◆ Aim of the task ◆
Locate and copy each line in the data that contains the word "view".

◆ Recorded data ◆
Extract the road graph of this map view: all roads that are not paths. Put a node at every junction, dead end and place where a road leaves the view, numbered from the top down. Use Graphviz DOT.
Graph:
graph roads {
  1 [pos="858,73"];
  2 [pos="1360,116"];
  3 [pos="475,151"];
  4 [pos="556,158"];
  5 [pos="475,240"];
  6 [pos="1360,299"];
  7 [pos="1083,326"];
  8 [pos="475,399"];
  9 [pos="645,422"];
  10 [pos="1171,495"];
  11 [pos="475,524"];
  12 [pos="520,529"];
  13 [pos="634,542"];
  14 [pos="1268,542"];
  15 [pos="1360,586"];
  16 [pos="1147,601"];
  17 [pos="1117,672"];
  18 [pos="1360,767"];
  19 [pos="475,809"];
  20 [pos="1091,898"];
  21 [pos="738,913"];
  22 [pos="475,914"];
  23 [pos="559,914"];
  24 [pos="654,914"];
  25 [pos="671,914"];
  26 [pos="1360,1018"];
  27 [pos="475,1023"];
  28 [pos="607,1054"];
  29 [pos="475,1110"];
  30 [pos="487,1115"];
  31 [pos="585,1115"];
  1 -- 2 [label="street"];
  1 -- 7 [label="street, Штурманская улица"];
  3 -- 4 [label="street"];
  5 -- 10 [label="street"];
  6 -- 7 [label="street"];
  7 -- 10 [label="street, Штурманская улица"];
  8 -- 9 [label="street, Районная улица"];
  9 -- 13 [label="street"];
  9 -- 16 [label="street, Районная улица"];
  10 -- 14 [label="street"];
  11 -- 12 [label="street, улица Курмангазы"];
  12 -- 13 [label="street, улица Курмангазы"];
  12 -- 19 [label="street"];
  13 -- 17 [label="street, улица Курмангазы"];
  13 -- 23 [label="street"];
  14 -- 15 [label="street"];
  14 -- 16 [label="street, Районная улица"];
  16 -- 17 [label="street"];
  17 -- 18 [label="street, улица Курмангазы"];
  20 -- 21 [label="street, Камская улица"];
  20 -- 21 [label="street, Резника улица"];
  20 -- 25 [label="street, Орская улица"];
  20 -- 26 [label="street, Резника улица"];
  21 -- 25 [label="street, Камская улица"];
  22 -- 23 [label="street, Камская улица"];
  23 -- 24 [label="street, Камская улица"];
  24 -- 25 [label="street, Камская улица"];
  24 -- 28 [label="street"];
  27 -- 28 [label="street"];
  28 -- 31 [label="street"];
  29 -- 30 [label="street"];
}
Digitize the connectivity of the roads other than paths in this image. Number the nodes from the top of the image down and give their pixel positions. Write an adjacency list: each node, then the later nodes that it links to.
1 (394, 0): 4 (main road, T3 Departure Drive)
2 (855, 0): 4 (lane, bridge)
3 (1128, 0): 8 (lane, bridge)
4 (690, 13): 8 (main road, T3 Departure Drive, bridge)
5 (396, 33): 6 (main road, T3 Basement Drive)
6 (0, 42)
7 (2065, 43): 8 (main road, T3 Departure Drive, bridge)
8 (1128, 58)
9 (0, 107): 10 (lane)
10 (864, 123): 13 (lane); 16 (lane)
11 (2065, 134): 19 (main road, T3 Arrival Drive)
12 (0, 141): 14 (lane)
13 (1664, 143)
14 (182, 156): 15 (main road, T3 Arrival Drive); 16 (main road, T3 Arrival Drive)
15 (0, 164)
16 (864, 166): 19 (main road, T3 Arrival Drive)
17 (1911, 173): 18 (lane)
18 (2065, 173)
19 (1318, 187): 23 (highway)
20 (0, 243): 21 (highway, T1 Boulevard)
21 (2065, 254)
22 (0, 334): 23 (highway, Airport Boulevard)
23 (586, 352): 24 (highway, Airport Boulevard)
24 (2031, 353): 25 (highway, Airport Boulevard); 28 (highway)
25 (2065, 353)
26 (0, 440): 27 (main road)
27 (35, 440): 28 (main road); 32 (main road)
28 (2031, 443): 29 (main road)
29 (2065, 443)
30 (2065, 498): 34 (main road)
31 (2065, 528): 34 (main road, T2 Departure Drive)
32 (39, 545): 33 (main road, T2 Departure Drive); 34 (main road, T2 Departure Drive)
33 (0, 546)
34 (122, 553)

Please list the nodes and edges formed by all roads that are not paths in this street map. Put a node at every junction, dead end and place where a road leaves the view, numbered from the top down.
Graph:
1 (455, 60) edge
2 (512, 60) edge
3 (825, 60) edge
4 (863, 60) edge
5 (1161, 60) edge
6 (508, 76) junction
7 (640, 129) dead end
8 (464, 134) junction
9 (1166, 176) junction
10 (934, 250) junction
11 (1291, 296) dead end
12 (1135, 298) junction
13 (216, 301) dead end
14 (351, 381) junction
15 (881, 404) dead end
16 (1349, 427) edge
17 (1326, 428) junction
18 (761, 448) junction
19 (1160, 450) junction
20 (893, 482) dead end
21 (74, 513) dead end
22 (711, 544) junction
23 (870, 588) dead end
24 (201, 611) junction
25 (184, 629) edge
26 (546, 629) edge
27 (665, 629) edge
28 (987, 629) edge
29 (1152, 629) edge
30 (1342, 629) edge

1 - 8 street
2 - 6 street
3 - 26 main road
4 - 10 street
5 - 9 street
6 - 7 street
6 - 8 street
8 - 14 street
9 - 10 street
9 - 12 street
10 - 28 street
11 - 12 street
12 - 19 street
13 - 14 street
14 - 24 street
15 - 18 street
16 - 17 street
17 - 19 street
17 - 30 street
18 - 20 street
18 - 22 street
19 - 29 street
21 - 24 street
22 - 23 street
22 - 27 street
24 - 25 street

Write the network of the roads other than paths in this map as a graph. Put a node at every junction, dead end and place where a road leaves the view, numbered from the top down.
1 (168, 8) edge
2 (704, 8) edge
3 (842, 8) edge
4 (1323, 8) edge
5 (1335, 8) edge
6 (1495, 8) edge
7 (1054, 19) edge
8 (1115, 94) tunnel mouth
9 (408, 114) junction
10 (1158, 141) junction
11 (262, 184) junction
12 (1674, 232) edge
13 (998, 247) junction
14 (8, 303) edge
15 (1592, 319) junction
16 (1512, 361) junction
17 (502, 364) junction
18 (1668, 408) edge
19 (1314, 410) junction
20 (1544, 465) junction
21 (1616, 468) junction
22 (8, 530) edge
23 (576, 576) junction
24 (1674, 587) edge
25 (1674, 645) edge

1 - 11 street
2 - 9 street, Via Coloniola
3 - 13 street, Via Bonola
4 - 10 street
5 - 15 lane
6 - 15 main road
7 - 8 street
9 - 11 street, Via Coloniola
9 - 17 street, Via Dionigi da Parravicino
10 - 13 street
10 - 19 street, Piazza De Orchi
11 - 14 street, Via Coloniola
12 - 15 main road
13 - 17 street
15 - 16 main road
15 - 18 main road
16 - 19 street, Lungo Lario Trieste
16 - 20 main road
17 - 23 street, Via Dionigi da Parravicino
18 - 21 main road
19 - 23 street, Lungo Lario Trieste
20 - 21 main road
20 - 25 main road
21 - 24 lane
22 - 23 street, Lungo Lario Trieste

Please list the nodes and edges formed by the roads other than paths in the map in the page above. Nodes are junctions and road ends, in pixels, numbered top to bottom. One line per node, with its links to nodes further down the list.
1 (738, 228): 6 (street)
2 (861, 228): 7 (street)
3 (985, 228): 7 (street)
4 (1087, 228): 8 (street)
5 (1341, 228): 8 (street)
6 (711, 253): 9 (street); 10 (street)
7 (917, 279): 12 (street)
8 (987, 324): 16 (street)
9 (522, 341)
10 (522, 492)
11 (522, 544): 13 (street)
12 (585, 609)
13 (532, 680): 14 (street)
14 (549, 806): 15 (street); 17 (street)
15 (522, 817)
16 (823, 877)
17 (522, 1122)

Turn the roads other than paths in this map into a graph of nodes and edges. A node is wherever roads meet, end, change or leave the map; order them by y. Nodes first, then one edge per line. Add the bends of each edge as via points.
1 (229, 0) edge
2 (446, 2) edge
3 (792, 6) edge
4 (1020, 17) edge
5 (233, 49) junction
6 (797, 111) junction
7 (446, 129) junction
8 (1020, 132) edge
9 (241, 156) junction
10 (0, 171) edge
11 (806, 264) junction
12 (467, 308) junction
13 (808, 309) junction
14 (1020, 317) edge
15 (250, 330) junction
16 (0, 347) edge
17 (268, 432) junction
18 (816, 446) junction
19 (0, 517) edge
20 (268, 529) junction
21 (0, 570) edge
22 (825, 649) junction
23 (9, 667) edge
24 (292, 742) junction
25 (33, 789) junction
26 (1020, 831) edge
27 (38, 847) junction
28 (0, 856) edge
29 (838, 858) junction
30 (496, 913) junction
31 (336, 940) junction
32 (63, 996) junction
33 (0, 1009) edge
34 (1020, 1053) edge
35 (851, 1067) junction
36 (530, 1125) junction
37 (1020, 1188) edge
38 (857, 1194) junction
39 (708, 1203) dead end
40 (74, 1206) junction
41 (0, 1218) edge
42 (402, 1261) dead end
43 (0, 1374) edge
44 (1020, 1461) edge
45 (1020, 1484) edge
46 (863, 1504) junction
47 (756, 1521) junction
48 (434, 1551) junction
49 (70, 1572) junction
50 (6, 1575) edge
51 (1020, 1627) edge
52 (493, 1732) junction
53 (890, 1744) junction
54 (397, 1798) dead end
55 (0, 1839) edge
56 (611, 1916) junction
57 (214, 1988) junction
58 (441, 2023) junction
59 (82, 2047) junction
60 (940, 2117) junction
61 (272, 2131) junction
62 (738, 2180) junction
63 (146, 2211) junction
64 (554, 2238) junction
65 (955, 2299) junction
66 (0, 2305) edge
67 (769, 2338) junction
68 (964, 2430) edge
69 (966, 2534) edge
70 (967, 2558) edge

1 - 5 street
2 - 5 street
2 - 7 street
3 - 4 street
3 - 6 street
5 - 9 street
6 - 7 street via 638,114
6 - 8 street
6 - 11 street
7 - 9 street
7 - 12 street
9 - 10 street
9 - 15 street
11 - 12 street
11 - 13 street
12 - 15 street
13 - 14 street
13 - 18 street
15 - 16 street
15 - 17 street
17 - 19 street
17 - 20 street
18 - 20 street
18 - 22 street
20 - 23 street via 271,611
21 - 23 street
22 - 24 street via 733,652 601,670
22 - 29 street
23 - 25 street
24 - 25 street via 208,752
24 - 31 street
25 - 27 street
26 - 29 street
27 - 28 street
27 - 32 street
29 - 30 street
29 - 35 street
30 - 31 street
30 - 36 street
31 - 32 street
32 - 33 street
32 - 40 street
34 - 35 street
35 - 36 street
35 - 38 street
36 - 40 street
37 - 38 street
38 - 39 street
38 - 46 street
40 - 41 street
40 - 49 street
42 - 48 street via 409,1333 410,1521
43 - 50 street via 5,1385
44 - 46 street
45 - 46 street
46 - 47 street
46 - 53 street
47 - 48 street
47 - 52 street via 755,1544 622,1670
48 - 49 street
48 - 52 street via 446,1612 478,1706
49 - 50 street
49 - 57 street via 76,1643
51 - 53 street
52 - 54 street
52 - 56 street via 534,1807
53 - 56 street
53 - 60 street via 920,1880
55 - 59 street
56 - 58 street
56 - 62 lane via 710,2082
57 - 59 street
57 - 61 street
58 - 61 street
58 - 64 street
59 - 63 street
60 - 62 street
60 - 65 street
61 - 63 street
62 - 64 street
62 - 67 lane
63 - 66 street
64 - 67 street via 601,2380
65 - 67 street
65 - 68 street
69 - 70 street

◆ Output for this exercise ◆
Extract the road graph of this map view: all roads that are not paths. Put a node at every junction, dead end and place where a road leaves the view, numbered from the top down. Use Graphviz DOT.
Please list the nodes and edges formed by all roads that are not paths in this street map. Put a node at every junction, dead end and place where a road leaves the view, numbered from the top down.
Write the network of the roads other than paths in this map as a graph. Put a node at every junction, dead end and place where a road leaves the view, numbered from the top down.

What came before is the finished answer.